No, you did great. No, the only thing I would add is layering on our ambition to bring forward a diagnostic that includes the longitudinal and all that includes the prognostic and the predictive factors. We don't want to be just a one-time diagnostic.

We have broad ambitions to support a woman throughout her journey with endometriosis, knowing that this is a chronic disease. So that will take additional funding. And I think it also depends on what channel we go down commercially, where we head. I think our marketing budget, I mean, I know that our commercial leader could use a little bit more capital all the time. They always have ways to spend it. But I do think that we have enough money to get the product over the line for commercial ability within the 24 months.

Nicole Sandford
CEO, Aspira Women's Health

Great. That's all the questions that we have, which is good because it's also all the time we have. Any last comments from anyone else of the speakers?

Sandy Milligan
President, Aspira Women's Health

Otherwise, I just want to say thank you.

Nicole Sandford
CEO, Aspira Women's Health

Oh, go ahead, Sandy.

Sandy Milligan
President, Aspira Women's Health

I was just going to say I'm super excited to see so many people turn out.

There were folks from Aspira that joined us today, which is just fabulous. And of course, the investor community and other interested folks. So super excited to have the support of everyone on the call.

Nicole Sandford
CEO, Aspira Women's Health

Yeah. I have two things to say before we close. First, I know there are still a number of, I think almost the whole company joined today, which is so exciting. The excitement level in this company is off the charts. I mean, we are going to work tirelessly day and night to make sure that we are hugely successful here. It just feels so good to look around and see there's a little bit of an extra skip in everybody's step, I guess, I would say. So that's number one. And I should say thank you. If you're still on, thank you so much for everything you did to make this a successful application.

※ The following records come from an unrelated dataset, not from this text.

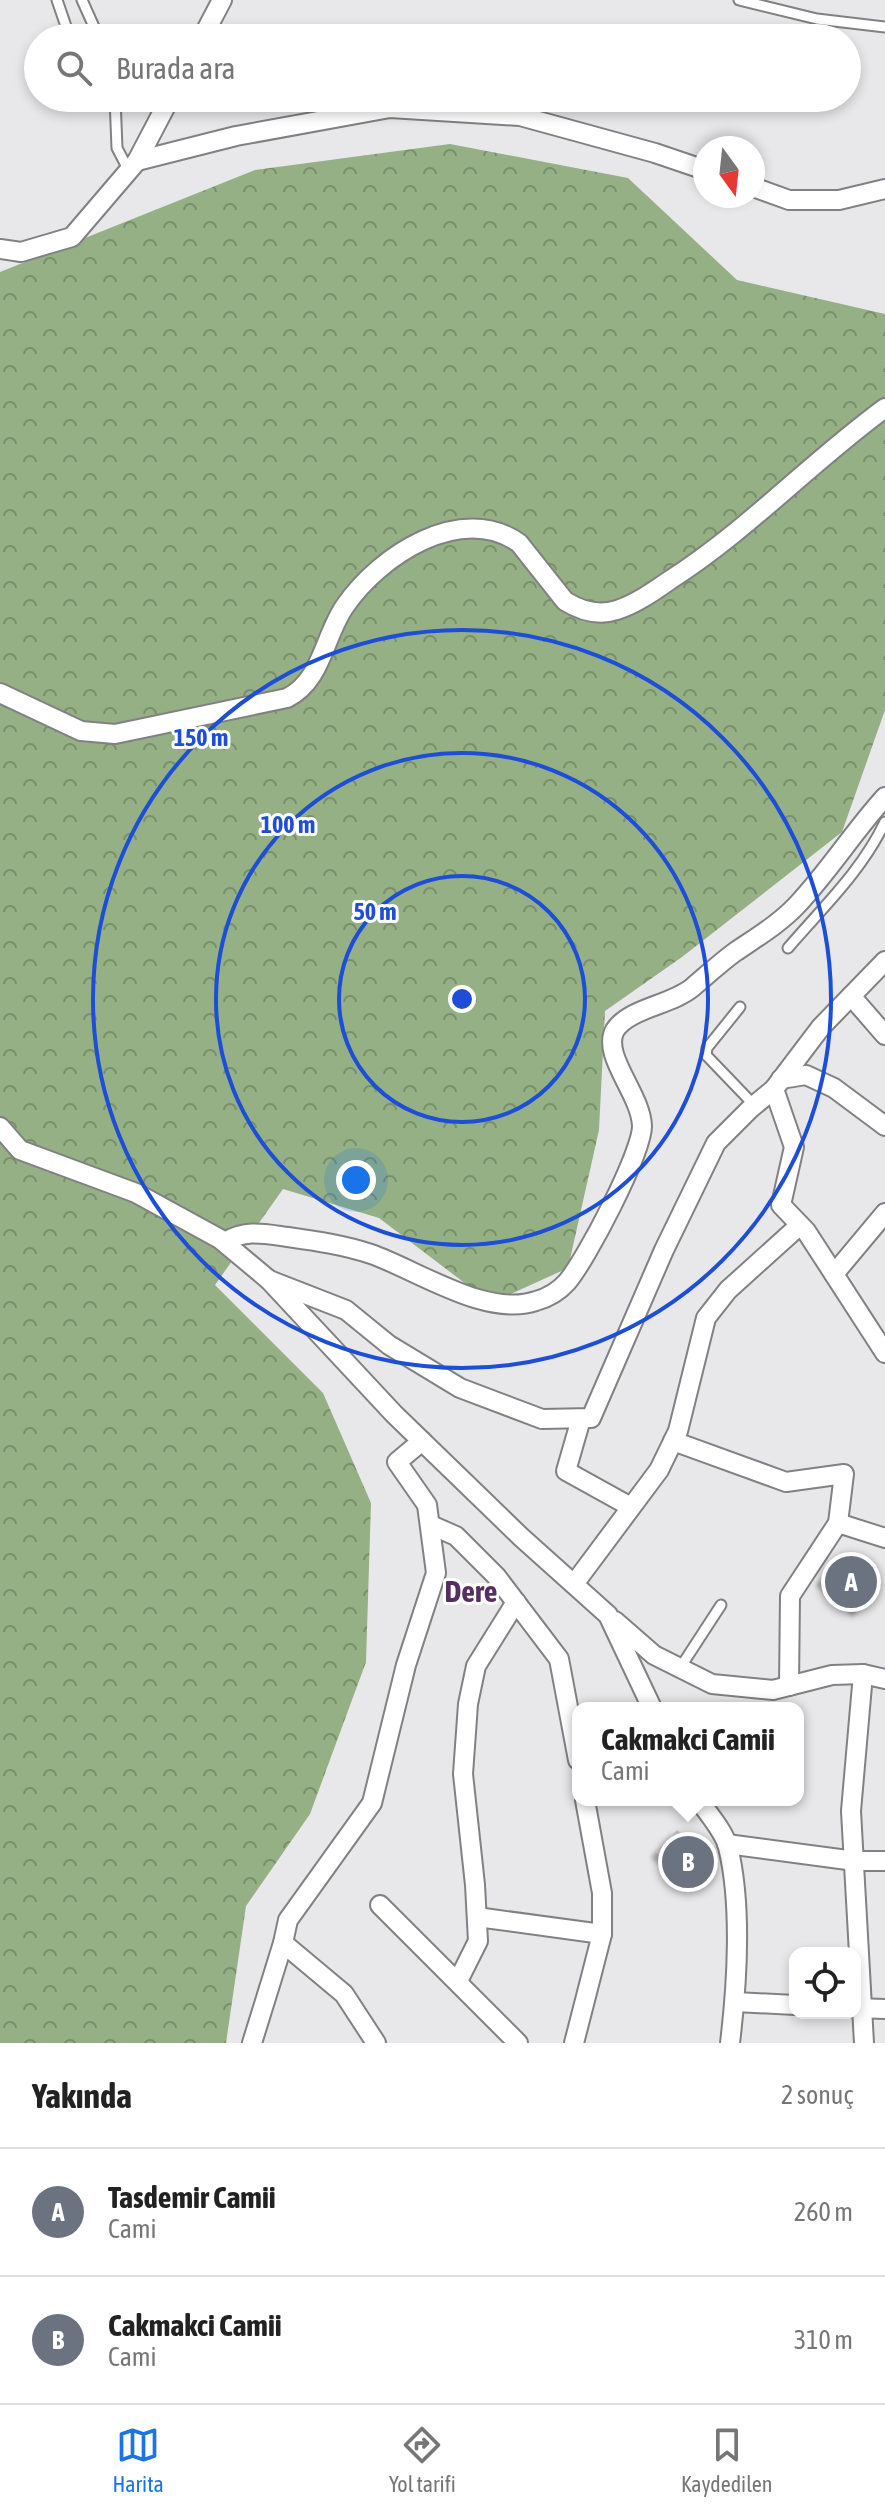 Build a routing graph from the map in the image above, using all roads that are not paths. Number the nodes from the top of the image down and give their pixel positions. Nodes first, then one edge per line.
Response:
1 (57, 0) edge
2 (82, 0) edge
3 (222, 0) edge
4 (739, 0) edge
5 (65, 24) edge
6 (93, 24) edge
7 (209, 24) edge
8 (860, 24) edge
9 (861, 24) edge
10 (885, 27) edge
11 (116, 112) edge
12 (162, 112) edge
13 (368, 112) edge
14 (455, 112) edge
15 (133, 166) junction
16 (693, 166) edge
17 (885, 189) edge
18 (765, 191) edge
19 (0, 249) edge
20 (885, 408) edge
21 (0, 693) edge
22 (885, 797) edge
23 (885, 822) edge
24 (788, 948) dead end
25 (885, 961) edge
26 (851, 996) junction
27 (740, 1007) dead end
28 (885, 1035) edge
29 (777, 1084) junction
30 (754, 1105) junction
31 (885, 1126) edge
32 (0, 1127) edge
33 (885, 1213) edge
34 (800, 1225) junction
35 (225, 1242) junction
36 (834, 1274) junction
37 (269, 1280) junction
38 (885, 1353) edge
39 (581, 1419) junction
40 (422, 1441) junction
41 (673, 1441) junction
42 (631, 1507) junction
43 (838, 1523) junction
44 (431, 1525) junction
45 (885, 1538) edge
46 (574, 1584) junction
47 (516, 1602) junction
48 (721, 1605) dead end
49 (608, 1615) junction
50 (680, 1668) junction
51 (863, 1674) junction
52 (885, 1677) edge
53 (789, 1686) junction
54 (649, 1702) edge
55 (572, 1728) edge
56 (586, 1806) edge
57 (703, 1806) edge
58 (727, 1844) junction
59 (855, 1861) junction
60 (885, 1861) edge
61 (380, 1905) dead end
62 (477, 1917) junction
63 (602, 1934) junction
64 (283, 1943) junction
65 (857, 1947) edge
66 (458, 1981) junction
67 (735, 2002) junction
68 (789, 2005) edge
69 (861, 2008) edge
70 (885, 2009) edge
71 (860, 2019) edge
72 (252, 2043) edge
73 (376, 2043) edge
74 (518, 2043) edge
75 (574, 2043) edge
76 (730, 2043) edge
77 (864, 2043) edge

1 - 5 lane
2 - 6 lane
3 - 7 street
4 - 8 lane
9 - 10 lane
11 - 15 lane
12 - 15 street
13 - 15 street
14 - 16 street
15 - 19 street
17 - 18 street
20 - 21 street
22 - 35 street
23 - 24 lane
25 - 26 street
26 - 28 street
26 - 29 street
27 - 30 lane
29 - 30 street
29 - 31 street
29 - 34 street
30 - 39 street
32 - 35 street
33 - 36 street
34 - 36 street
34 - 41 street
35 - 37 street
36 - 38 street
37 - 39 street
37 - 40 street
39 - 42 street
40 - 44 street
40 - 46 street
41 - 42 street
41 - 43 street
42 - 46 street
43 - 45 street
43 - 53 street
44 - 47 street
44 - 64 street
46 - 49 street
47 - 55 street
47 - 62 street
48 - 50 lane
49 - 50 street
49 - 54 street
50 - 53 street
51 - 52 street
51 - 53 street
51 - 59 street
56 - 63 street
57 - 58 street
58 - 59 street
58 - 67 street
59 - 60 street
59 - 65 street
61 - 66 street
62 - 63 street
62 - 66 street
63 - 75 street
64 - 72 street
64 - 73 street
66 - 74 street
67 - 68 street
67 - 76 street
69 - 70 street
71 - 77 street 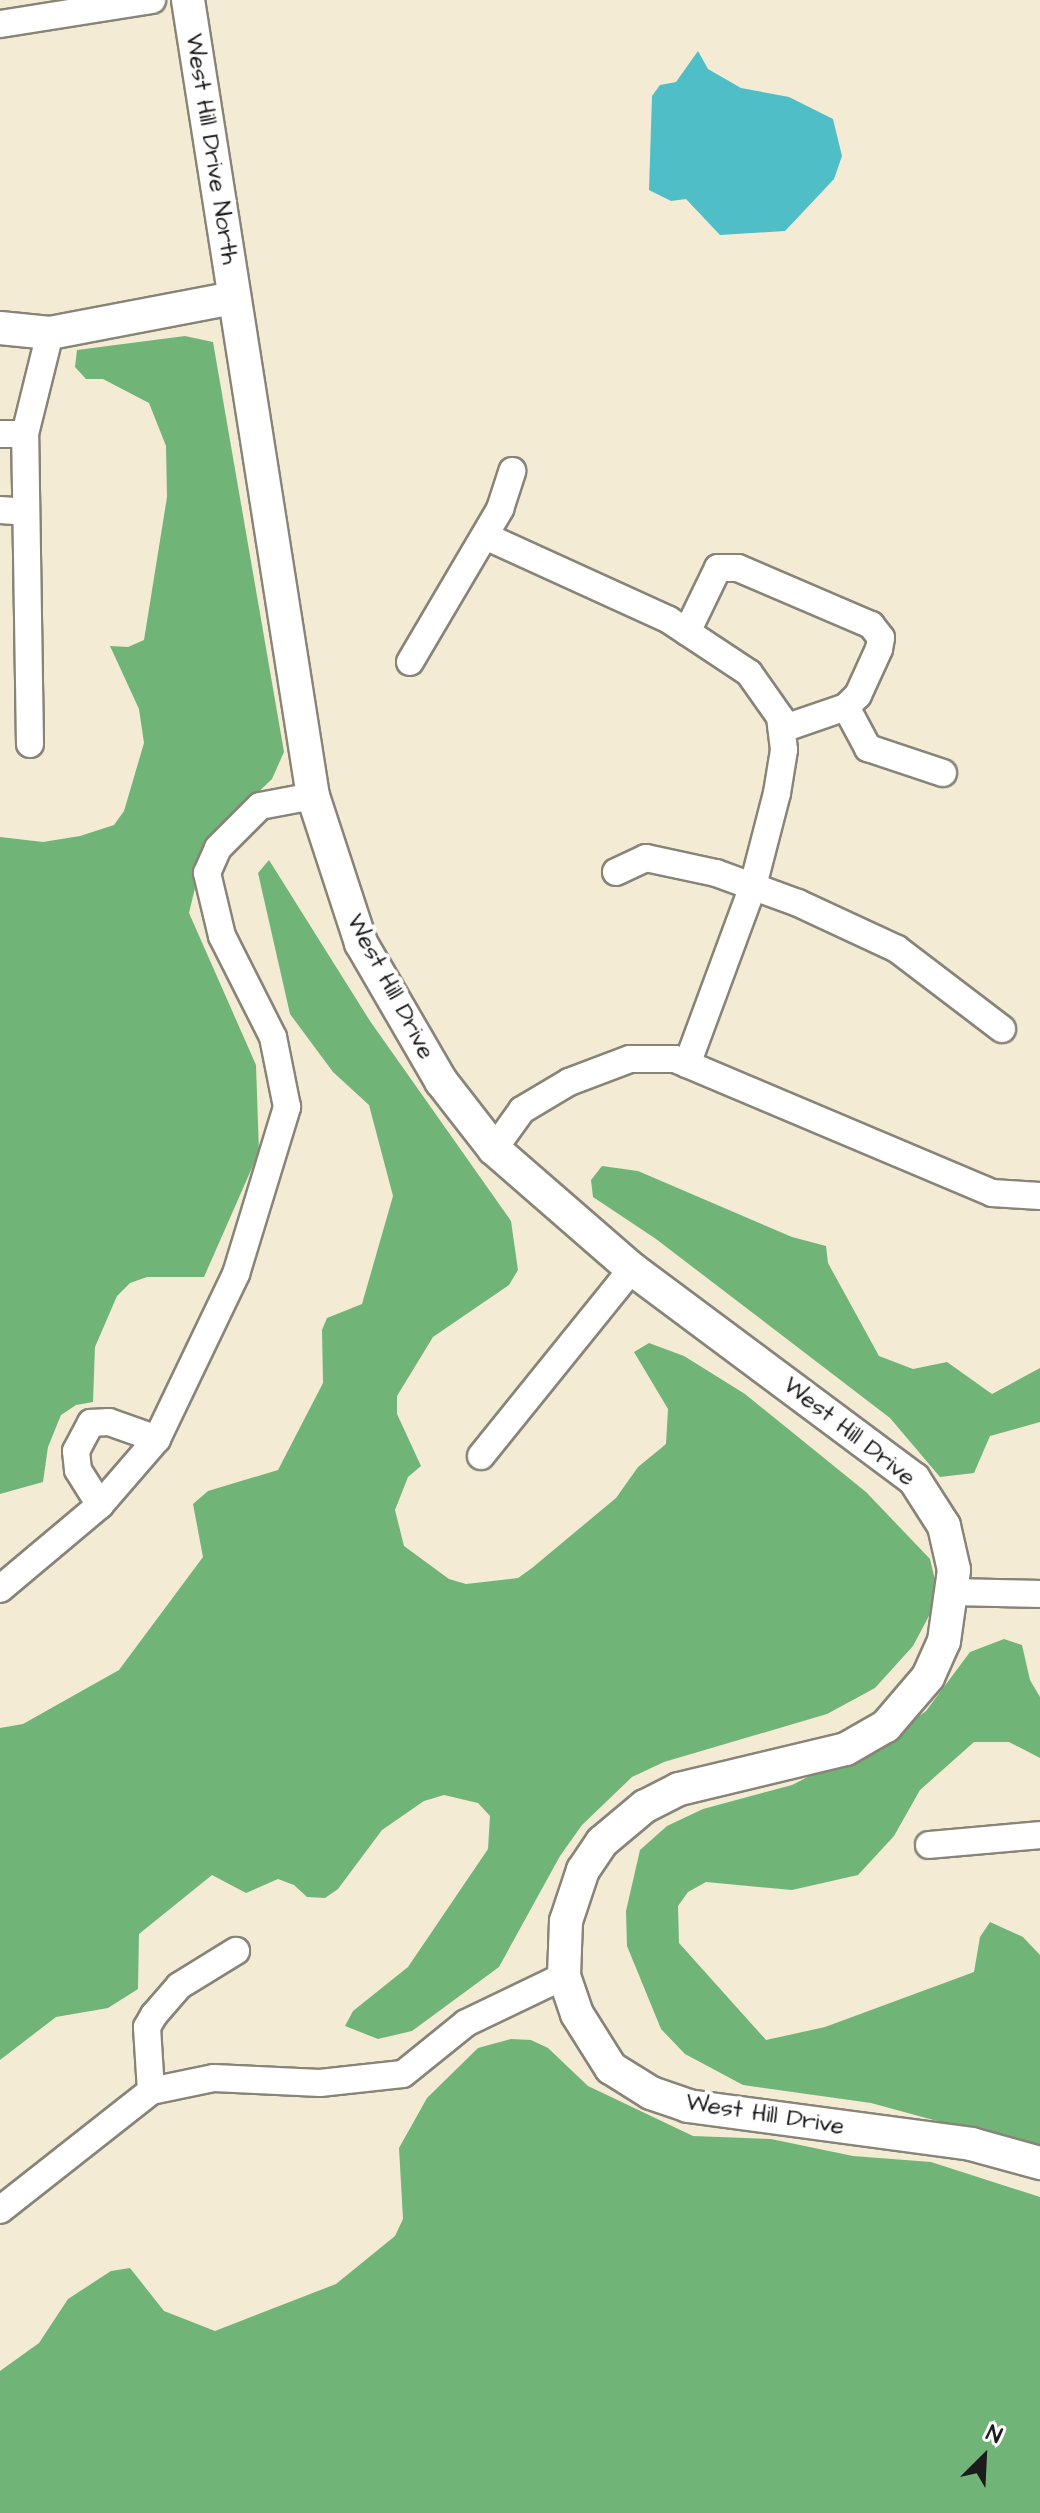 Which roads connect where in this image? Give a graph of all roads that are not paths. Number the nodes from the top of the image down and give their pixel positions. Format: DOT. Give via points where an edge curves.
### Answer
graph roads {
  1 [pos="152,0"];
  2 [pos="188,0"];
  3 [pos="45,9"];
  4 [pos="0,24"];
  5 [pos="233,298"];
  6 [pos="0,328"];
  7 [pos="50,333"];
  8 [pos="12,434"];
  9 [pos="512,471"];
  10 [pos="13,511"];
  11 [pos="485,536"];
  12 [pos="687,632"];
  13 [pos="410,662"];
  14 [pos="846,707"];
  15 [pos="782,729"];
  16 [pos="30,744"];
  17 [pos="943,773"];
  18 [pos="313,796"];
  19 [pos="616,872"];
  20 [pos="753,886"];
  21 [pos="1002,1029"];
  22 [pos="687,1064"];
  23 [pos="494,1149"];
  24 [pos="1040,1196"];
  25 [pos="632,1269"];
  26 [pos="157,1439"];
  27 [pos="481,1456"];
  28 [pos="100,1505"];
  29 [pos="0,1589"];
  30 [pos="954,1592"];
  31 [pos="1040,1594"];
  32 [pos="1040,1835"];
  33 [pos="929,1845"];
  34 [pos="236,1951"];
  35 [pos="564,1976"];
  36 [pos="151,2091"];
  37 [pos="1040,2163"];
  38 [pos="0,2210"];
  1 -- 3 [label="street"];
  2 -- 5 [label="street, West Hill Drive North"];
  3 -- 4 [label="street"];
  5 -- 7 [label="street"];
  5 -- 18 [label="street, West Hill Drive"];
  6 -- 7 [label="street"];
  7 -- 8 [label="street"];
  8 -- 10 [label="street"];
  9 -- 11 [label="street"];
  10 -- 16 [label="street"];
  11 -- 12 [label="street"];
  11 -- 13 [label="street"];
  12 -- 14 [label="street" via="718,568 738,568 871,625 881,638 879,649 858,695"];
  12 -- 15 [label="street" via="749,673 780,717"];
  14 -- 15 [label="street"];
  14 -- 17 [label="street" via="868,748"];
  15 -- 20 [label="street" via="777,793"];
  18 -- 23 [label="street, West Hill Drive" via="361,943 441,1081"];
  18 -- 26 [label="street" via="260,806 218,848 207,873 222,936 273,1037 287,1107 236,1274"];
  19 -- 20 [label="street" via="646,858"];
  20 -- 21 [label="street" via="897,949"];
  20 -- 22 [label="street"];
  22 -- 23 [label="street" via="630,1059 569,1082 522,1110"];
  22 -- 24 [label="street" via="992,1193"];
  23 -- 25 [label="street, West Hill Drive"];
  25 -- 27 [label="street"];
  25 -- 30 [label="street, West Hill Drive" via="914,1479 944,1526"];
  26 -- 28 [label="street"];
  26 -- 28 [label="street" via="109,1422 91,1423 76,1451"];
  28 -- 29 [label="street"];
  30 -- 31 [label="street"];
  30 -- 35 [label="street, West Hill Drive" via="944,1641 928,1677 886,1726 846,1749 679,1789 645,1806 602,1842 583,1870 566,1921"];
  32 -- 33 [label="street"];
  34 -- 36 [label="street" via="179,1986 154,2015 147,2027"];
  35 -- 36 [label="street" via="466,2023 403,2074 320,2083 214,2078"];
  35 -- 37 [label="street, West Hill Drive" via="577,2014 611,2068 651,2093 734,2113 971,2144"];
  36 -- 38 [label="street"];
}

We're going to get, we're going to do great things together. Also, I wanted to point out that we have been asked to host in our Connecticut offices a press conference this Friday with Representative Rosa DeLauro, who most of you may know is an ovarian cancer survivor, but just a women's health champion from start to finish. She'll be coming to Connecticut. We've invited some of our other key stakeholders in Connecticut, including Representative Gilchrist, who on the state legislature put together an endometriosis working group that's honestly, there's nothing like it anywhere in the world. She's brought together stakeholders from all different states, not just Connecticut. So if you're able to join or to pay attention to our social media, we'll have some great information that comes out of that. And there's a lot more to come.

So hopefully, we'll see all of you on our earnings call, which we're going to announce the date here shortly. And we're back to work. So thanks again so much for joining.